Date of Award

12-1994

Degree Name

Doctor of Philosophy

Department

Mathematics

First Advisor

Dr. Joeseph McKean

Second Advisor

Dr. Bradley Huitema

Abstract

The analysis of a particular time-series intervention model involving lag one autoregressive (AR(1)) error terms is the focus of this dissertation. The method of ordinary least squares, and several two stage procedures that are commonly used to analyze this intervention model are examined. The two stage Cochrane-Orcutte, Durbin, and generalized least squares procedures each requires estimation of the AR(1) parameter in stage one before hypothesis testing about the intervention parameters can be performed in stage two. Using Monte Carlo experiments we show that the AR(1) estimates commonly used in these procedures are poor and consequently the stage two hypothesis tests are unreliable. Simulation results confirm also that ordinary least squares analysis is inappropriate because the error terms are not independent.
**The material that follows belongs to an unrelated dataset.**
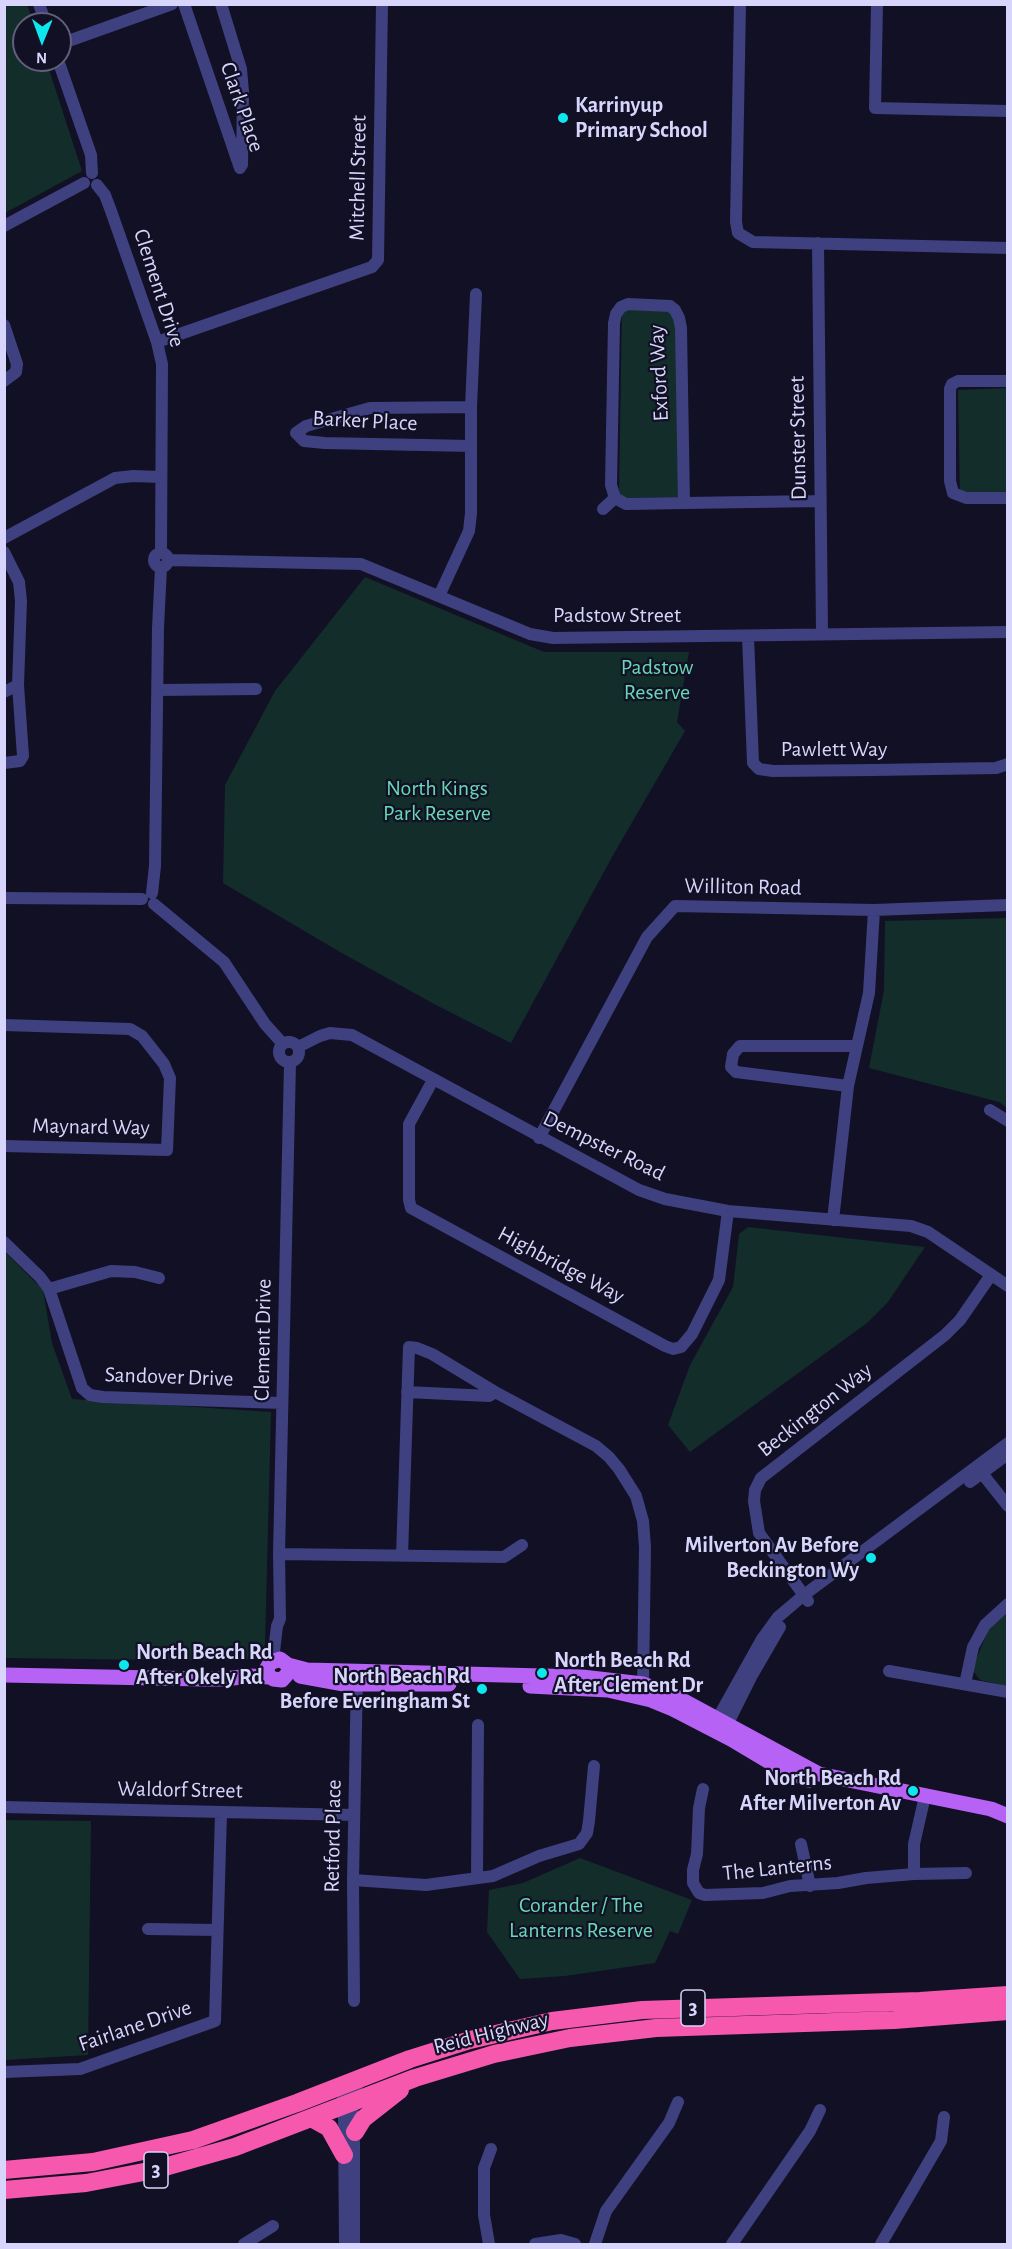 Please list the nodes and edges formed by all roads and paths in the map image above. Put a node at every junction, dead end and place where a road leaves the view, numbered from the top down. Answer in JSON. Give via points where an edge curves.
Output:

A bootstrap alternative method is developed and the theory presented. Results from Monte Carlo experiments show that the bootstrap method improves estimation of the AR(1) parameter and is more reliable with respect to hypothesis testing about the model parameters. Generalization of the bootstrap method to the intervention model with lag q autoregressive (AR(q)) error terms is developed and demonstrated in simulations of the model with AR(2) errors.

Several rank based estimates of the AR(1) parameter are investigated with respect to their robustness to contamination of the error terms. The robustness of the bootstrap hypothesis testing method to misidentification of the error terms is also investigated.